While some of this pushback against climate change solutions is rooted in politics, a lot of it comes from a fundamental fear of change, the unknown and what’s involved in making big moves. “It’s thinking through how many current practices do you have to change to incorporate the new one?” said Rick Larrick, the Hanes Corporate Foundation Professor at the Duke Fuqua School of Business. “If all your current systems are organized to make this way of doing something work, sticking in something new is not as simple as it seems,” he said. “That becomes a very rational reason why people are slow to adopt to what seems to be, on the surface, a really good new way of doing things. But there are real costs of transitioning and integrating.”

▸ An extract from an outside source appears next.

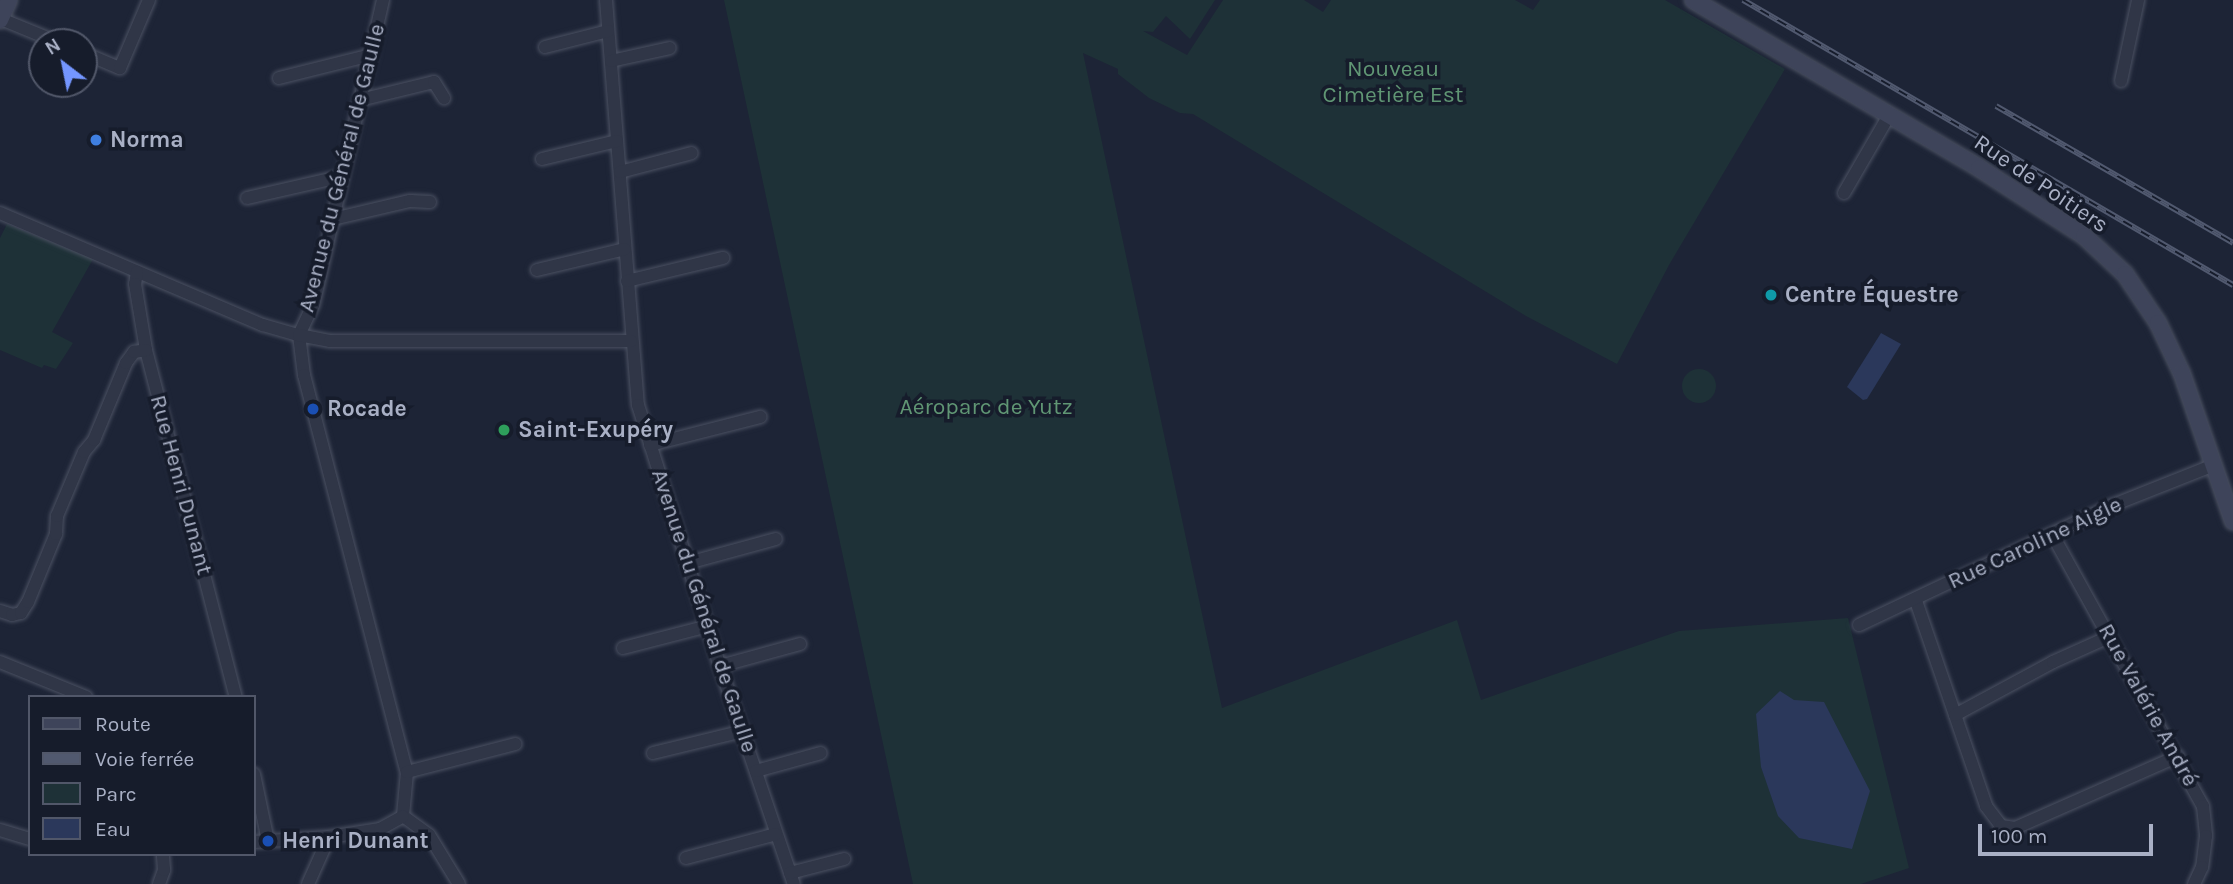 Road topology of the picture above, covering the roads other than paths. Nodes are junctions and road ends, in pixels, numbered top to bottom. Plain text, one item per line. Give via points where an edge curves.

Government investment can help, as is happening in building and construction, including in concrete. In the U.S., federal, state and local governments buy about half the concrete cast and poured. “Buy Clean” programs led by the federal government and 12 state governments are designed to use purchasing power to give a boost to cleaner and less carbon-intensive building materials and processes. The 2021 Infrastructure Investment and Jobs Act also earmarked $97 billion in funding to the U.S. Department of Energy to expand its existing pathways while also creating new ones for federal investments in research and development, demonstration, and deployment programs.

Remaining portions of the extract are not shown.